African Cultural Studies Ph.D. candidate Vincent R. Ogoti awarded 2022 Jordan Prize

Vincent R. Ogoti is an Andrew W. Mellon Public Humanities Fellow and a Ph.D. candidate in African Cultural Studies and History. He was the inaugural African Studies Program Fellow at UW-Madison and a Fulbright Fellow at Yale University. A scholar of biopolitics, violence, trauma, memory, and postcoloniality, Vincent’s research primarily explores African and Caribbean literature, theatre, and new media.

Most recently, Vincent was awarded the 2022 Jordan Prize for his paper, “The Poetics of Unbreakable Bodies in Ebrahim Hussein’s Kinjeketile.”

 

Tell us about your research

“In my dissertation, I study the invention and use of indestructible bodies in historical drama that engages the afterlives of revolutions in Africa and the Caribbean through the indices of violence, trauma, and memory. The research examines works by Edouard Glissant, Ebrahim Hussein, Ngugi wa Thiong’o, Micere Mugo, Kenneth Watane, and Aimé Caesar to demonstrate how drama engenders what Foucault calls heterotopias by portraying unfinished revolutions and opening up alternative sites of social and political existence that signify possible transformations, which may be conceived as fulfilling the revolution’s promise. Taking a cue from, but also expanding Foucault, the project studies heterotopias as “counter sites” in which the political, economic, and cultural sites in the post-colony are contemporaneously represented, challenged, and flipped. I consider drama as an instance of heterotopia in light of its ability to juxtapose disparate spatial configurations in a single space even (and indeed especially) when these elements are incompatible with each other to demonstrate that (1) historical drama grapples with the representation of revolutionary events to articulate the present and (2) a meaningful interrogation of the post-colony—a site littered with ruins, artifacts, material objects, and absences that bear witness to incomplete revolutions and emancipatory projects—must begin with questioning the assumptions the dramatists made about the present. I use the body as an analytical category due to its centrality in revolutions as a fundamental political resource for wielding power and as a primary site for understanding violence, trauma, and memory.

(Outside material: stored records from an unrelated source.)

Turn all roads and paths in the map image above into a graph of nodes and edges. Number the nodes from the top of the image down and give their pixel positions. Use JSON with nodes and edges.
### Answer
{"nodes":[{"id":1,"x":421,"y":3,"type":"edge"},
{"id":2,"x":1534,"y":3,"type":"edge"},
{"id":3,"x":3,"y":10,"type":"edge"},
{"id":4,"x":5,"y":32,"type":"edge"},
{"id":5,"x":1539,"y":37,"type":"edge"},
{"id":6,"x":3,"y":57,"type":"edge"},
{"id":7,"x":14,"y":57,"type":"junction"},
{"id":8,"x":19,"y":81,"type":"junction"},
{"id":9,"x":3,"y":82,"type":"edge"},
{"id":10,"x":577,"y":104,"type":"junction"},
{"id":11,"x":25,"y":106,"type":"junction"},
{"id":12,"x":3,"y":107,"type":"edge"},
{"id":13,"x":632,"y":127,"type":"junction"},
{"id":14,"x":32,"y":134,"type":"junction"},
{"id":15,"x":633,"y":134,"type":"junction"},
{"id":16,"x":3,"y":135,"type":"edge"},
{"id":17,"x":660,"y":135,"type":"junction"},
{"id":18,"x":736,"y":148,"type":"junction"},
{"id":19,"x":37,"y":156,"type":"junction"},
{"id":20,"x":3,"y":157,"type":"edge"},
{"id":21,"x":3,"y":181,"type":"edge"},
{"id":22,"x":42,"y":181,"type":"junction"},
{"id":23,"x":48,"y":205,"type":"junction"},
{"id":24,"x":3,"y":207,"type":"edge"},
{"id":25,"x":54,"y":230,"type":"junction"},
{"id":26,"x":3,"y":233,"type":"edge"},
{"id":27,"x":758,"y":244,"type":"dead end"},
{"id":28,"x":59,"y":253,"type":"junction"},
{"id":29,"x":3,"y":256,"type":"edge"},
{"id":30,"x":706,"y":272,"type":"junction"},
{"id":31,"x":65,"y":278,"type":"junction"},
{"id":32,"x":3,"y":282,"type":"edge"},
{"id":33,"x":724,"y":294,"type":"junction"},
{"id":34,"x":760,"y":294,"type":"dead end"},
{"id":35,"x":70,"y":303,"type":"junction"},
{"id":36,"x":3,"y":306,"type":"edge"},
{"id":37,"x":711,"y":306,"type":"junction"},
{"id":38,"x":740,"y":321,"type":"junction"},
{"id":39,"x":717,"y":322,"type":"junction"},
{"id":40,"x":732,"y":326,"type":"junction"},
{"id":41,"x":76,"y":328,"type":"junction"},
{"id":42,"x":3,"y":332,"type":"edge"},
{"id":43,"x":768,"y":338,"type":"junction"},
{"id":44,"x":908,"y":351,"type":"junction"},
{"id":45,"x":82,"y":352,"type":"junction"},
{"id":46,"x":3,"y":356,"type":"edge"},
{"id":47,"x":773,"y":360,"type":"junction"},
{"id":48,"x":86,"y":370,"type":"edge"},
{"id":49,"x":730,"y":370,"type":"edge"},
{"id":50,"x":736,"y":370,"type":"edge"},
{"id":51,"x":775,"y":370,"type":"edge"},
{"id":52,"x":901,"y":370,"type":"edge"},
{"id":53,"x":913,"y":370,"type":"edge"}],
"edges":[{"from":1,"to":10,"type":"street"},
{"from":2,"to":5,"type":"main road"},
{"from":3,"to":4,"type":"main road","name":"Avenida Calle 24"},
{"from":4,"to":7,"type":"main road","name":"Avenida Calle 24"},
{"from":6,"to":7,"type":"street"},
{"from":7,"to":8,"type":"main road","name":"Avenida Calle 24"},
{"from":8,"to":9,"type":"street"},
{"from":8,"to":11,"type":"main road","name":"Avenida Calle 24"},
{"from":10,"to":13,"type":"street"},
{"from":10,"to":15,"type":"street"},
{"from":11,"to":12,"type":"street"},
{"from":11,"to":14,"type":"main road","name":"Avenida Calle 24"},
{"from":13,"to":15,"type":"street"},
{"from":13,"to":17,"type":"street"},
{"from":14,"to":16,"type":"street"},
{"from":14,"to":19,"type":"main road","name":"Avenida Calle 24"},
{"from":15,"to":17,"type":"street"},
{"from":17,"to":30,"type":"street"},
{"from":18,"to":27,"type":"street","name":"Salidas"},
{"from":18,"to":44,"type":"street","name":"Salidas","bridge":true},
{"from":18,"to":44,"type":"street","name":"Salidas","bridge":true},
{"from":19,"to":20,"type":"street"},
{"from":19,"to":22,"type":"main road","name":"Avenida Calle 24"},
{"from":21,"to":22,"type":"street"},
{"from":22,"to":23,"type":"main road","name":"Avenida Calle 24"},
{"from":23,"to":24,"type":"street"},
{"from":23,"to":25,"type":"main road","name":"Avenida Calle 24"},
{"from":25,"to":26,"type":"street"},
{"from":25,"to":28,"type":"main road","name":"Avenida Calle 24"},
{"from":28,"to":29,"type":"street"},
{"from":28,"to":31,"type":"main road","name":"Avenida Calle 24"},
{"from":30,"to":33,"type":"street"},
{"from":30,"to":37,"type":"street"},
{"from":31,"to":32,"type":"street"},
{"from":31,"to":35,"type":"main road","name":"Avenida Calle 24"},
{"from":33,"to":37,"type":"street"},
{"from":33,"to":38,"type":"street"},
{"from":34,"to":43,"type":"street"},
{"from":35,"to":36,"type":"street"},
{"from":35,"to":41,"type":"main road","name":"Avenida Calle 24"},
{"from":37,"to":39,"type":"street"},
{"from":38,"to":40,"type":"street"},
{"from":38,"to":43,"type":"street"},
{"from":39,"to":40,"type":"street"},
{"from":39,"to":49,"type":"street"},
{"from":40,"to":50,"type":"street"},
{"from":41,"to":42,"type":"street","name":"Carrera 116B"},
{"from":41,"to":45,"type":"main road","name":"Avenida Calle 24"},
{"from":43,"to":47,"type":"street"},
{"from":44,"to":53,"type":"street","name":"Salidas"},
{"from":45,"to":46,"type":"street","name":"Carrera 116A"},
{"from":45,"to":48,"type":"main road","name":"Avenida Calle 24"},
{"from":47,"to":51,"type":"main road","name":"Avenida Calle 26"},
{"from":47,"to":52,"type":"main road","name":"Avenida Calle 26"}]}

The study contributes to the debates on the production of history in the post-colony by demonstrating how anti-colonial revolutions and emancipatory projects have become the conjectures around which the post-colony debates, contests, and fights over its pasts and possible futures. Weaving together literary analysis, history, postcolonial, and post-structural theories, I show how dramatists invent and stage indestructible bodies to redefine conventions and paradigms of producing historical knowledge and formulate new questions about the present.”

 

What has influenced your research?

“I love theatre because it is a convergence of all arts. Music, dance, poetry, and other arts find a common stage in theatre. I think theater is a unique, poetic space where artists and practitioners create life. There is so much joy in this kind of work. In theatre, you have a front-row seat in reinventing the past and creating the future. I also study the form of contemporary African novel, especially those that use creative innovations to portray issues that are often considered controversial or taboo in many African cultures. My research projects are thematically connected as they deal with subjugation through the body and linguistic structures.”

 

What are some factors that have enriched your scholarship and practice?

“I came from a peace-building background, which taught the fundamental significance of self-reflective practice as a way of learning, knowing, and theorizing. I use self-reflective techniques in my work to find ways I can learn from daily experiences as much as I do from conventional texts. I have enriched my practitioner experience through pursuing courses from different departments and reading widely and worldly. Learning is a life-long journey, and I always look for learning opportunities. As a recipient of the Mellon Public Humanities Fellowship, I am working with MYArts as a storytelling and community access fellow, a position I hope will allow me to contribute to their organizational development and assist children in Madison to access arts educational opportunities.”

 

How has teaching impacted your educational journey?

“In selecting my activities, I lean towards areas that enable me to explore the human condition and ways we can co-exist in this world we share. Teaching has become an avenue for me to share and learn about innovative ways of transforming conflict in society. As the inaugural African Studies Program teaching fellow, I collaborated with the International Studies Major and Odyssey Beyond Bars to design and teach a nonviolence and social change class to UW-Madison students and at Oakhill Correctional Institutional. This experience was one of the highlights of my career as I had the rare opportunity to teach a course to conventional and nontraditional students who are underrepresented in education.”

 

Are you inclined towards teaching?

“I have been a teacher for almost a decade, and I love it. To me, teaching and research are intertwined, and there is no need to privilege either of them. I cannot think of anything more significant than attempting to translate years of research into a semester-long course and teach it to the next generation of scholars and practitioners. Teaching is a way of producing knowledge and a type of performance that I love!”